--- START ---

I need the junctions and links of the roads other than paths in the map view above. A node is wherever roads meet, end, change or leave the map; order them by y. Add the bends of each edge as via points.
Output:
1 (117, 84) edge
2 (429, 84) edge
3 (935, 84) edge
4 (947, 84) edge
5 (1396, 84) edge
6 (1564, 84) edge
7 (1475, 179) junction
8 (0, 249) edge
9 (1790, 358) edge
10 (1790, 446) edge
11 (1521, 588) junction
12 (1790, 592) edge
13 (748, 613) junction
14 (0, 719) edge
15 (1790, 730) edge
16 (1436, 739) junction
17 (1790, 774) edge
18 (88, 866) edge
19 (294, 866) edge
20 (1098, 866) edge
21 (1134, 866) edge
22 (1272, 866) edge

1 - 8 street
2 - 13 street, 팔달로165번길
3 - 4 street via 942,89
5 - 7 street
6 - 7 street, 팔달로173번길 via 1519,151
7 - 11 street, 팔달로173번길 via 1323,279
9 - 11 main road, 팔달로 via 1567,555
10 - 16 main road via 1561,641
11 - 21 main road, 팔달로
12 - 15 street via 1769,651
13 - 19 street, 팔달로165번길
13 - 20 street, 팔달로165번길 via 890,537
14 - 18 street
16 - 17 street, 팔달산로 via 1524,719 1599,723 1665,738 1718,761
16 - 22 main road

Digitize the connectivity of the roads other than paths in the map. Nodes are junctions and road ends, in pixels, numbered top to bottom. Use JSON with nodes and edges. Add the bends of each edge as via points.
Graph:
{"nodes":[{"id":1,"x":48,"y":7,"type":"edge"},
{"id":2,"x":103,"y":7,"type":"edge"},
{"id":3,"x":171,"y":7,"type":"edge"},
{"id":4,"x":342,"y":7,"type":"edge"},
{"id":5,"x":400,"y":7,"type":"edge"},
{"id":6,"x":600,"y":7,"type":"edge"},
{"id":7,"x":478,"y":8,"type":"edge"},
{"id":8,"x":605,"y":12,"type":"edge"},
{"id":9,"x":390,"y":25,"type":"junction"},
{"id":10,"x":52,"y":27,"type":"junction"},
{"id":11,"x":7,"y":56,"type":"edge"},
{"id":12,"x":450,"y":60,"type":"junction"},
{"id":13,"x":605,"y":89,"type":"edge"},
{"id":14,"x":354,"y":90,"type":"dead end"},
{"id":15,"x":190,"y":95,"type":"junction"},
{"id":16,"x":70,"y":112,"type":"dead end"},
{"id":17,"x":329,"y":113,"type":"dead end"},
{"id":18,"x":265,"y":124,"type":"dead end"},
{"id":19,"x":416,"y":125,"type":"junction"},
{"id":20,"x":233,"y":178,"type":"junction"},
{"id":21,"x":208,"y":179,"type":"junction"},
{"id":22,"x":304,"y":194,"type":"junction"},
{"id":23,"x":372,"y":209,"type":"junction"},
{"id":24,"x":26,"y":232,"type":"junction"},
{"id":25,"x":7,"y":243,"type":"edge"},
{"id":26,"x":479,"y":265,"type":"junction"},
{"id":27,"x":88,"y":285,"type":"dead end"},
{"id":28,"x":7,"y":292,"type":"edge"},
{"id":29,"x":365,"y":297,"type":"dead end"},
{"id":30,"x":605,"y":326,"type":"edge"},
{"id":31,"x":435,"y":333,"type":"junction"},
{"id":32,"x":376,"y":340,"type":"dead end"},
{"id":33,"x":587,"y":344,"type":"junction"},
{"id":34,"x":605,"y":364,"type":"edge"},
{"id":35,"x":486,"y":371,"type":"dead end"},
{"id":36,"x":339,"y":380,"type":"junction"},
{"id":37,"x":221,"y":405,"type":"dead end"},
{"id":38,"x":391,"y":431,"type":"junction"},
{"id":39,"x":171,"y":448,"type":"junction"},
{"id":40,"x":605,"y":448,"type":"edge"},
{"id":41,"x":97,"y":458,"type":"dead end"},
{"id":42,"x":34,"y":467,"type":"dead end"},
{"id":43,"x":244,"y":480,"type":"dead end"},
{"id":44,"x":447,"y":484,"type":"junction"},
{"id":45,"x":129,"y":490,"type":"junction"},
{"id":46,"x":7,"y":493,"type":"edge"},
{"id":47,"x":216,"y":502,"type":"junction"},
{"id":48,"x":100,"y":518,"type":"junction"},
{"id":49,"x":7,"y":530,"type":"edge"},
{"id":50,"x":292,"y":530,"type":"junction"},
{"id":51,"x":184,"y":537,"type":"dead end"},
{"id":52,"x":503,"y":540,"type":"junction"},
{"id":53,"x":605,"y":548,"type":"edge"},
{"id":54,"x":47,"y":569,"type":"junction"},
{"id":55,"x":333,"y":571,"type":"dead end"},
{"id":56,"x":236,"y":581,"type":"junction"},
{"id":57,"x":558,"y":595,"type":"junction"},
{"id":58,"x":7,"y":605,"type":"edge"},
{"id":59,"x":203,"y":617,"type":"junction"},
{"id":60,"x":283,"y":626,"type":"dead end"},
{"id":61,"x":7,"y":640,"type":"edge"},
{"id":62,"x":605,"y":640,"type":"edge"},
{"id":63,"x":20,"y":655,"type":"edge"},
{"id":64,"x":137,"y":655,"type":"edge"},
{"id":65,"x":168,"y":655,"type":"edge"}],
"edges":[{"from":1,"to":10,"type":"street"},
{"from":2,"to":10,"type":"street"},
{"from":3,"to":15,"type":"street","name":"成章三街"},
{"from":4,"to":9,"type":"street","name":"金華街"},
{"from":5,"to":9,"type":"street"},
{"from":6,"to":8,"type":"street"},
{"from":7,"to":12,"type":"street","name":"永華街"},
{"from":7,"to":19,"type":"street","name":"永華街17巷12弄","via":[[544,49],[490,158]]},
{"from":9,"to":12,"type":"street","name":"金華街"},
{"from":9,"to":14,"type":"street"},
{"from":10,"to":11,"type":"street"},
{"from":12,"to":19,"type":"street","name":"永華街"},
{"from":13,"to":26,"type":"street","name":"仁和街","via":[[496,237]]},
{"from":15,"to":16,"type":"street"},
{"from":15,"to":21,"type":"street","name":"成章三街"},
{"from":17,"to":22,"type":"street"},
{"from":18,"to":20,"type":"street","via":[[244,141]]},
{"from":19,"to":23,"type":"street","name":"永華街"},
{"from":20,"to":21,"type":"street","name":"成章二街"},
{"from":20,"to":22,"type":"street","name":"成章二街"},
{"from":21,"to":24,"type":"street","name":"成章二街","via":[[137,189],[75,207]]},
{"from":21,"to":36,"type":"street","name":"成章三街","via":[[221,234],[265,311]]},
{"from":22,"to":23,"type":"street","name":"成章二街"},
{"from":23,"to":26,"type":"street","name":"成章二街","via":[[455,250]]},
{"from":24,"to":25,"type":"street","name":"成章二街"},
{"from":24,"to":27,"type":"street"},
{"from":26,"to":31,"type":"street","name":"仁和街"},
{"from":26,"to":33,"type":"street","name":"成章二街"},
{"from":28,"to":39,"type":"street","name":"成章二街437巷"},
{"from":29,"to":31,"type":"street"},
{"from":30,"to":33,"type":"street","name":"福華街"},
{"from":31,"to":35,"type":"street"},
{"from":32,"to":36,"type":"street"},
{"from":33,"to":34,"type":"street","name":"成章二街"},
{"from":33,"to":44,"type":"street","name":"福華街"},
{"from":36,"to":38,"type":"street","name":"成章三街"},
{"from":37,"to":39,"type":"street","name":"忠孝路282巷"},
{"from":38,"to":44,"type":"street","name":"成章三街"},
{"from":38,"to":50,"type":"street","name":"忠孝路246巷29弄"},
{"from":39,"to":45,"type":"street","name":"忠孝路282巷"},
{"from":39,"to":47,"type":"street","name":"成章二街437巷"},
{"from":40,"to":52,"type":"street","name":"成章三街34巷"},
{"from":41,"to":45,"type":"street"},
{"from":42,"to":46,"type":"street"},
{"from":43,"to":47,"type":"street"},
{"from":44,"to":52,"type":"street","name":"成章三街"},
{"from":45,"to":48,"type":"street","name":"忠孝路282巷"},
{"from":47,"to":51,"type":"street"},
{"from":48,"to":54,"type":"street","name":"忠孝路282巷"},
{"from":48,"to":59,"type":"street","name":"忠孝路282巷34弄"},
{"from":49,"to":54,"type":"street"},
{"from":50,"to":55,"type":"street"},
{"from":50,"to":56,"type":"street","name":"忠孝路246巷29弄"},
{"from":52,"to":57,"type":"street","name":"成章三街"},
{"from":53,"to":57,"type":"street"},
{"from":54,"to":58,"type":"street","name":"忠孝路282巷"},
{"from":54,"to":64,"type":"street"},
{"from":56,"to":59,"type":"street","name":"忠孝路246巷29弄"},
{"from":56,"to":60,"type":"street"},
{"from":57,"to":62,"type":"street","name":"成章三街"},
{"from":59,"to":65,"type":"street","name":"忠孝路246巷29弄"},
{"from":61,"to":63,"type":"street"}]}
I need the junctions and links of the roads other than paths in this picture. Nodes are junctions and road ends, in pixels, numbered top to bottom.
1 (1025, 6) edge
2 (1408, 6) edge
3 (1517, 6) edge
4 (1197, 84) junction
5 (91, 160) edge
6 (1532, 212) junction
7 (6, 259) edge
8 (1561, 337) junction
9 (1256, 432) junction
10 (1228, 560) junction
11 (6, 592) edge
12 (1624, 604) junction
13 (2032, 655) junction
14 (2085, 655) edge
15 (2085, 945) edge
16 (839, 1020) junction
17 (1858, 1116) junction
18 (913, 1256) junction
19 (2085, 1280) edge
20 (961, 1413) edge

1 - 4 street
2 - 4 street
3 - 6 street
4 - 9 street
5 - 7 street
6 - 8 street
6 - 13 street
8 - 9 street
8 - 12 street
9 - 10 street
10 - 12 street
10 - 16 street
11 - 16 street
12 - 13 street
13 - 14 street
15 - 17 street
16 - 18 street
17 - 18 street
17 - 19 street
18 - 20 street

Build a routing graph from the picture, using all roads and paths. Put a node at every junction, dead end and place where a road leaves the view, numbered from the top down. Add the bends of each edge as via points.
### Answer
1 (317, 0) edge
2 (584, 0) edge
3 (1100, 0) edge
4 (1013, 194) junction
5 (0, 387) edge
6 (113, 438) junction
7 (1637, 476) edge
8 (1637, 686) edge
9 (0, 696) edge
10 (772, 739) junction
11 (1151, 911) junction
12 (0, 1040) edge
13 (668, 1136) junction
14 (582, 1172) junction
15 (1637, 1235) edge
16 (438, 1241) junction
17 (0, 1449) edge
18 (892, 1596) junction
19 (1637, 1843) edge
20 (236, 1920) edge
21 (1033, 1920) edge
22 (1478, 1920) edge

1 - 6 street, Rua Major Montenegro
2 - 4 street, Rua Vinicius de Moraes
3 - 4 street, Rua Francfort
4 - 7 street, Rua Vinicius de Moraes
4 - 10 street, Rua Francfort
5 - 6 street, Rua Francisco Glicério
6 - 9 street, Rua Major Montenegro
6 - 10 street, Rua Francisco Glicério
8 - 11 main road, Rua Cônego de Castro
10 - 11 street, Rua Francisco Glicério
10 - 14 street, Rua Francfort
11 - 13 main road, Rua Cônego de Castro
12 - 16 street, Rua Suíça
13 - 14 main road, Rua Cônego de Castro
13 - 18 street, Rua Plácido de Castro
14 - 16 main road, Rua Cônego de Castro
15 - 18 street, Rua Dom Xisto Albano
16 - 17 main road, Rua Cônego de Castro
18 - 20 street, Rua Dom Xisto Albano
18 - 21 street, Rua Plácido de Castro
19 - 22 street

--- END ---

Task objective: Go through the listing, find each line with the word "main", and copy it.

Solution below:
9 - 11 main road, 팔달로 via 1567,555
10 - 16 main road via 1561,641
11 - 21 main road, 팔달로
16 - 22 main road
8 - 11 main road, Rua Cônego de Castro
11 - 13 main road, Rua Cônego de Castro
13 - 14 main road, Rua Cônego de Castro
14 - 16 main road, Rua Cônego de Castro
16 - 17 main road, Rua Cônego de Castro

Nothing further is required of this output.